Une des rues du vieux quartier de Hanoi : une armoire plane au-dessus des véhicules. Vous pensez qu’un démiurge lui a donné vie, la transformant en golem de bois, capable de changer de file, de s’arrêter aux feux, et d’atteindre sans se tromper l’adresse de l’heureux client qui aura le plaisir d’avoir une armoire intelligente dans sa chambre à coucher. Si l’on s’approche, on constate que sous l’armoire il y a une roue (si on la voit de derrière) ou deux roues (si on la voit de profil). Et c’est d’ailleurs la vue de profil qui nous permet de découvrir la curieuse symbiose humano-mobilière qui permet à notre armoire de traverser la ville à petite vitesse. En effet, derrière le conducteur se trouve un passager, tourné vers l’arrière et qui tient entre ses deux bras largement étendus, notre armoire promeneuse. Obèses s’abstenir ! Et quand on connaît le poids d’une armoire et sa prise au vent, on ne peut qu’admirer la prouesse physique du teneur d’armoire qui doit sans cesse réguler l’équilibre de la masse imposante, pour contrebalancer les à-coups de la circulation. Mais il n’y a pas que le mobilier que l’on transporte à moto.
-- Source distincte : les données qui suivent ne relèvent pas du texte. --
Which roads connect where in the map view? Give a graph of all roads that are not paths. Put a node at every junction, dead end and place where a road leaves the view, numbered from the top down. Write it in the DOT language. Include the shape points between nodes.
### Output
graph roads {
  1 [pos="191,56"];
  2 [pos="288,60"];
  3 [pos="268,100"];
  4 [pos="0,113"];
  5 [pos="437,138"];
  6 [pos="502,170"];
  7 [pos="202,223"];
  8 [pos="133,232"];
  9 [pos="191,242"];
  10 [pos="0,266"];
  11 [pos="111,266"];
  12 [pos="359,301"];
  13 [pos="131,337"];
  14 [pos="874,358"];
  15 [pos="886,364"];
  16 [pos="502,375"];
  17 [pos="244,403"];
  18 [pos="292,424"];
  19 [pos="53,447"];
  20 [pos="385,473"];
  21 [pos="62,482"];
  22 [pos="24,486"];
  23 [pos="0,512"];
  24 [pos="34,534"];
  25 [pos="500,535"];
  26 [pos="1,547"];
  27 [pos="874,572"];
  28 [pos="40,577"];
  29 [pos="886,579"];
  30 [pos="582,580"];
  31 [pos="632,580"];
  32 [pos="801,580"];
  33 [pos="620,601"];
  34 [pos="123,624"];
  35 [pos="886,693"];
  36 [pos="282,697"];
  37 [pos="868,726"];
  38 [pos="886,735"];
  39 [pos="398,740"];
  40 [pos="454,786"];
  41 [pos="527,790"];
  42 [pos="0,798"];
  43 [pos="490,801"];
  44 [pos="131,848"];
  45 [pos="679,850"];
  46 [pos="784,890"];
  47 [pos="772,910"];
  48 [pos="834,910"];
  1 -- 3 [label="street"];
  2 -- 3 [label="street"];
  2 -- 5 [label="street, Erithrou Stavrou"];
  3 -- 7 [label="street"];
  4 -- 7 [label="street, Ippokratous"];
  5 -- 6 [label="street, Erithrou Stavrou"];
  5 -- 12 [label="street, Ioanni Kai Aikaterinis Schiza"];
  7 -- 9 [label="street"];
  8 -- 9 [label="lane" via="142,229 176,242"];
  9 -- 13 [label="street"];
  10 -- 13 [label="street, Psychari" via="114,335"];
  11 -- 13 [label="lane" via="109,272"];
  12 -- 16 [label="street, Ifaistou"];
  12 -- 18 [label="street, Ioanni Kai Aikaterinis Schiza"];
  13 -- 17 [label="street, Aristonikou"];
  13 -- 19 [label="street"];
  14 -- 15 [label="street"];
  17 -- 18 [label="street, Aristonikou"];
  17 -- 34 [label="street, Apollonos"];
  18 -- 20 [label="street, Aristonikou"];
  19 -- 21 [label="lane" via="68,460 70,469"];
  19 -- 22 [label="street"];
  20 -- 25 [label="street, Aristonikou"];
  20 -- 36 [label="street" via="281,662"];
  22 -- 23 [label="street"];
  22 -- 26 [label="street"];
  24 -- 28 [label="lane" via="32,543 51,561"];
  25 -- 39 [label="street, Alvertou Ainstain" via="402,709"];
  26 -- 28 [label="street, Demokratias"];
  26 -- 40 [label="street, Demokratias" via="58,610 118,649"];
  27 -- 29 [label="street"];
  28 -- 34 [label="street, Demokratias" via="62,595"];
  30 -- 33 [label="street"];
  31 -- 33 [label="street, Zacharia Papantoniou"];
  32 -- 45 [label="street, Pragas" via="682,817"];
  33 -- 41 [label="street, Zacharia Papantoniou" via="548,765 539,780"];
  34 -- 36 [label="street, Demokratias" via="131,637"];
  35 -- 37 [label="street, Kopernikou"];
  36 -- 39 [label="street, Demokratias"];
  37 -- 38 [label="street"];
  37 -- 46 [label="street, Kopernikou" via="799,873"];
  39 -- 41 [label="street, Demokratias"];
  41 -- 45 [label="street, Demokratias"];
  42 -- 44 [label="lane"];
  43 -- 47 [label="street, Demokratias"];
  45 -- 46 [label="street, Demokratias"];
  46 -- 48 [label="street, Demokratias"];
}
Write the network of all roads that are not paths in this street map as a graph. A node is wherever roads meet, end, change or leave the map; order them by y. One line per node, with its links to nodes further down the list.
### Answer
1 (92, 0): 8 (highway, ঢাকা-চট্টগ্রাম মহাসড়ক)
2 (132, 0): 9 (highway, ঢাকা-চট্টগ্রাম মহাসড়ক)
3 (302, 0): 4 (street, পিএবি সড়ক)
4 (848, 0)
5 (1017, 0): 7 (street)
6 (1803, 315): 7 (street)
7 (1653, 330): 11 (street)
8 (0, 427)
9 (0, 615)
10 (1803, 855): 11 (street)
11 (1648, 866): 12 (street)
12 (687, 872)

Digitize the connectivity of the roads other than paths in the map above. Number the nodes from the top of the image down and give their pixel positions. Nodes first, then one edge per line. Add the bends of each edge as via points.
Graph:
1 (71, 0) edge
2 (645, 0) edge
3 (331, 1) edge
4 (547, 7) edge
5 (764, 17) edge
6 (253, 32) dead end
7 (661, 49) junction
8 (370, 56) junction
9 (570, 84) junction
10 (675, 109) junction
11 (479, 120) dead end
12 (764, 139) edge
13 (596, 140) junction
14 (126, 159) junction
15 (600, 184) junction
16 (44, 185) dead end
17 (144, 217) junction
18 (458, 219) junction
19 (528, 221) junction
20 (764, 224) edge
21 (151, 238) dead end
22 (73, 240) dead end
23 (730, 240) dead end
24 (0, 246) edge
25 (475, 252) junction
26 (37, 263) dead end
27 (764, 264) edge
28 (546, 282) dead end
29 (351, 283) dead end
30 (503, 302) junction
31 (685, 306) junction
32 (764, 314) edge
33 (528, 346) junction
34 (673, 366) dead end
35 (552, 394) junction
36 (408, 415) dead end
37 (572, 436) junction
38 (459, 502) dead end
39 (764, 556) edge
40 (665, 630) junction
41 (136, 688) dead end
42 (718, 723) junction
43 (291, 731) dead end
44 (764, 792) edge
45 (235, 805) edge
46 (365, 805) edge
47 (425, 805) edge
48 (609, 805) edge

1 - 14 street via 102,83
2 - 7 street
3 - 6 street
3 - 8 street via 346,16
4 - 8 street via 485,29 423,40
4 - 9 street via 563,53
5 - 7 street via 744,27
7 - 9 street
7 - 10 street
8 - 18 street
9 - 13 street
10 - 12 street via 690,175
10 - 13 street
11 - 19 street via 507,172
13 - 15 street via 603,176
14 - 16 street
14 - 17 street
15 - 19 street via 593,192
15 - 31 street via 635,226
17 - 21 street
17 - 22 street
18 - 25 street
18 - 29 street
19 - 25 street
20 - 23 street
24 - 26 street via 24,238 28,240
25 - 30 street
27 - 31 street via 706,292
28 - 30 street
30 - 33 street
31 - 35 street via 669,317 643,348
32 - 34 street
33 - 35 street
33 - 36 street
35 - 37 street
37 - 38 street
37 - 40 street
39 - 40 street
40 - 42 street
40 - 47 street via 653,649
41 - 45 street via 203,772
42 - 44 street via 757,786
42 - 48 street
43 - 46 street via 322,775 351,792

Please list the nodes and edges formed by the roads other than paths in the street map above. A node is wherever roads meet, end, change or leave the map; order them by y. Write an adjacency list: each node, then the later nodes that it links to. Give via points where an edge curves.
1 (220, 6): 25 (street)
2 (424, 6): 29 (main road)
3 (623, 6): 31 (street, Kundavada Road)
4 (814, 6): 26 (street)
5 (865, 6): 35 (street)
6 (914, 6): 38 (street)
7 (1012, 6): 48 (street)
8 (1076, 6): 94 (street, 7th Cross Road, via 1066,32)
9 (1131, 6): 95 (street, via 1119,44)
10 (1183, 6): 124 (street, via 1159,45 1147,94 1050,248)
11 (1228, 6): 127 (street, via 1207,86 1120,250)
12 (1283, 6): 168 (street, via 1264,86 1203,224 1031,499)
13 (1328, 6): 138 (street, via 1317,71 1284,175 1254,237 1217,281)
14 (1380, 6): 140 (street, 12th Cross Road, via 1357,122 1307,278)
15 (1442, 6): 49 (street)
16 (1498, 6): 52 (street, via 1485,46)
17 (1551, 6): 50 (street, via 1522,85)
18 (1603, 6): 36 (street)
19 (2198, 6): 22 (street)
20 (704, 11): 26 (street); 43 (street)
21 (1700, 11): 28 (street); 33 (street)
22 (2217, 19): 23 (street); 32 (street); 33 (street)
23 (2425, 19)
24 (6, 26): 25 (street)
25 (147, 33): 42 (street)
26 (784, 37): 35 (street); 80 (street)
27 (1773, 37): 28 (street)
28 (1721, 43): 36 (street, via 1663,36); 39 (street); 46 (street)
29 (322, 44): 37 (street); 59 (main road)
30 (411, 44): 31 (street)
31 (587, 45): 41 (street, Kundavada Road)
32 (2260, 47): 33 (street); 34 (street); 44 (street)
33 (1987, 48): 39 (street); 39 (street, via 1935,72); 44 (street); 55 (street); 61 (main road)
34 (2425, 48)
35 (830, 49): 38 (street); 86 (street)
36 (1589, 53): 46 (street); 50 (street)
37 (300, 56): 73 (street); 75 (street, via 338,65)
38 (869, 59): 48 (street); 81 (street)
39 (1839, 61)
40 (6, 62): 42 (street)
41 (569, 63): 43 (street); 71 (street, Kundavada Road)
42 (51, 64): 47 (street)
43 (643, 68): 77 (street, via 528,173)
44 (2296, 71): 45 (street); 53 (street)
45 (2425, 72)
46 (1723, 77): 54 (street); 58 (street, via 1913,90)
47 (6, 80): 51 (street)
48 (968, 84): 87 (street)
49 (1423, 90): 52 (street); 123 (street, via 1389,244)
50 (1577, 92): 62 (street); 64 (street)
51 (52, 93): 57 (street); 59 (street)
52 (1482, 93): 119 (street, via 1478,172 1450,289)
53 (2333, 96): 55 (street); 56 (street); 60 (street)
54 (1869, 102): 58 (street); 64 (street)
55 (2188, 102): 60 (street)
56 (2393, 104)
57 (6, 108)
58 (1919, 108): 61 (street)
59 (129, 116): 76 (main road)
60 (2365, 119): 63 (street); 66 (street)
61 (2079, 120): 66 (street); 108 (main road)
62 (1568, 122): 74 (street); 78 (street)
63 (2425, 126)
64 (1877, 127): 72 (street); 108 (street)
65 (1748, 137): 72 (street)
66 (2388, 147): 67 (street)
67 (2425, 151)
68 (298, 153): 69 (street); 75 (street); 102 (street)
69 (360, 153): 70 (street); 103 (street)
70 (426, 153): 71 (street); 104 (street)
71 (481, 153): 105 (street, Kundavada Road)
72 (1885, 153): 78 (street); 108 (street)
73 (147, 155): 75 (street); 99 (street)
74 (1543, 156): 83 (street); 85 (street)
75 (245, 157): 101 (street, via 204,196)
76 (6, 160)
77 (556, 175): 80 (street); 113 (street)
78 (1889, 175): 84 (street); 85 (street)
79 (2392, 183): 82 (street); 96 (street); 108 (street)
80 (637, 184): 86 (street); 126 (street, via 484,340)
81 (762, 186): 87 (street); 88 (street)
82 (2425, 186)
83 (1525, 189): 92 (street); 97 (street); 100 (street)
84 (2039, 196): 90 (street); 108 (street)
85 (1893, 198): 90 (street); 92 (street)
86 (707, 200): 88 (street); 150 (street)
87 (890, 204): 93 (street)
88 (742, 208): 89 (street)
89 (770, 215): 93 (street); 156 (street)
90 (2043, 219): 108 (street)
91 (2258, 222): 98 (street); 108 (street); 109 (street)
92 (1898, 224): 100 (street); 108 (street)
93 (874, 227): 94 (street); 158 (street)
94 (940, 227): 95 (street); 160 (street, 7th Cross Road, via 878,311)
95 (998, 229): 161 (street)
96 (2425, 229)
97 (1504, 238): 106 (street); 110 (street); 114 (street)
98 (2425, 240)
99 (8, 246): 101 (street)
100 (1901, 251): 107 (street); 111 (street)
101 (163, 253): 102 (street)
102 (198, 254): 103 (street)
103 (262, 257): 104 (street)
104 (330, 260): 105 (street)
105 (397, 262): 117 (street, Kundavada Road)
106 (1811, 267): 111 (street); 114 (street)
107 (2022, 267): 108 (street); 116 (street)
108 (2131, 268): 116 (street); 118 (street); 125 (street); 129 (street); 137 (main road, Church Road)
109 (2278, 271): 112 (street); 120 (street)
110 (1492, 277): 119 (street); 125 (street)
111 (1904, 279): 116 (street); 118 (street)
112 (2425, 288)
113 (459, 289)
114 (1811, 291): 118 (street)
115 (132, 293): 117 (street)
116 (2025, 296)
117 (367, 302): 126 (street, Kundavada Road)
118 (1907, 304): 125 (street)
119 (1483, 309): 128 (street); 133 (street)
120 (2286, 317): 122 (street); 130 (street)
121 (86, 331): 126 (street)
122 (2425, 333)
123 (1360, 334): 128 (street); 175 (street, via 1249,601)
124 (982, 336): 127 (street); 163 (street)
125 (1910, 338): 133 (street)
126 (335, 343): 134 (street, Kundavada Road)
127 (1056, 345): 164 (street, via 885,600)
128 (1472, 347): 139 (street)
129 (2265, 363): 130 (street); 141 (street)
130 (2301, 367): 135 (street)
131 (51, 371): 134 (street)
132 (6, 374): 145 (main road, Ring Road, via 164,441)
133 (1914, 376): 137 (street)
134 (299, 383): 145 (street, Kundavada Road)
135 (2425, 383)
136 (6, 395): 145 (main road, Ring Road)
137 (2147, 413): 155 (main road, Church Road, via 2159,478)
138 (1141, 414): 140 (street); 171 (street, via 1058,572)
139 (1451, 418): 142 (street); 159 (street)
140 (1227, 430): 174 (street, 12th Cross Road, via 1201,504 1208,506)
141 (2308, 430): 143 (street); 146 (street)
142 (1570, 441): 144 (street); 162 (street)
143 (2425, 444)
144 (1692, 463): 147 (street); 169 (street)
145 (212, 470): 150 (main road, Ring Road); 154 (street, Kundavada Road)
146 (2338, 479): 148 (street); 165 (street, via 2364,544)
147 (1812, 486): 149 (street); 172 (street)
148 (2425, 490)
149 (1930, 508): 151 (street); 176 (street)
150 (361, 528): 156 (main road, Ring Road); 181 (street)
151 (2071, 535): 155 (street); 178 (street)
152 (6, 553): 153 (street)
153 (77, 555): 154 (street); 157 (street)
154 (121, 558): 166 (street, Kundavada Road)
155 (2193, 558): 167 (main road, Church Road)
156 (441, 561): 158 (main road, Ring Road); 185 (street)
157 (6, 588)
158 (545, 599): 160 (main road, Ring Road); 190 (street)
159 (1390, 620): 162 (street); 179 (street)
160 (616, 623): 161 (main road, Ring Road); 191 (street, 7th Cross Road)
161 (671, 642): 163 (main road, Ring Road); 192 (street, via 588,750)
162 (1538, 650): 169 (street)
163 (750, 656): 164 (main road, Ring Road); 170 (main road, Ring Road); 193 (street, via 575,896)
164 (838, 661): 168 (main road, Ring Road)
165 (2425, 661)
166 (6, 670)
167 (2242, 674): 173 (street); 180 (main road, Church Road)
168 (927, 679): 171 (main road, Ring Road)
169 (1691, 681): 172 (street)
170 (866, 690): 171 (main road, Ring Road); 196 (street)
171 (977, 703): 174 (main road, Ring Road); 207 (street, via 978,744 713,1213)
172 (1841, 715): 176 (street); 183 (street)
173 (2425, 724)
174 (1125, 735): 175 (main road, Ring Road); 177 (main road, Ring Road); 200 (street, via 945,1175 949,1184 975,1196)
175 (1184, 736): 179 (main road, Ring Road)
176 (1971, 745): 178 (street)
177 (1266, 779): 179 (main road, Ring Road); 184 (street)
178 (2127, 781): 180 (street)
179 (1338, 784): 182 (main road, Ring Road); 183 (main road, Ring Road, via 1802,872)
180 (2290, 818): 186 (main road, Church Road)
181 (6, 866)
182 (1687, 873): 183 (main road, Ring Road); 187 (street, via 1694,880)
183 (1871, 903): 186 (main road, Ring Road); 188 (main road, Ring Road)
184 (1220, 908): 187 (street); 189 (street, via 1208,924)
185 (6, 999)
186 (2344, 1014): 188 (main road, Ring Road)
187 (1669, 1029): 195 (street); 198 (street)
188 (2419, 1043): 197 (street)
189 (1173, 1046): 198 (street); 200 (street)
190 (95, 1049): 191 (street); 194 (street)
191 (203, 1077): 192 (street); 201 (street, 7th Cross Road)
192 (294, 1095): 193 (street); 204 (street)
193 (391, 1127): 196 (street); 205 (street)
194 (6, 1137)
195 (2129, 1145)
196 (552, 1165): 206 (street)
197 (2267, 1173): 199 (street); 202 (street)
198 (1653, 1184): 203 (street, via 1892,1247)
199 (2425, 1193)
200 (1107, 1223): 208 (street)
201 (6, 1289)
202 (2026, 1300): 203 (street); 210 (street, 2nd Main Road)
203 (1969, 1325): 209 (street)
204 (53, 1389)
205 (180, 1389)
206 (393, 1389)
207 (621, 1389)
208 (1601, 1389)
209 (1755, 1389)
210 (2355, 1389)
Ainsi l’autre jour, j’ai eu une grande frayeur, lorsque dans un virage, je me suis trouvé face à face avec moi-même ! Je dois avouer que lorsque je roule, surtout si la circulation est rare, il m’arrive souvent de m’évader par la pensée, en réfléchissant dans un certain nombre de domaines aussi variées que la condition humaine, les pathologies mentales, le discours de la Raison de Descartes, ou ce que ma femme va bien pouvoir me préparer pour le dîner !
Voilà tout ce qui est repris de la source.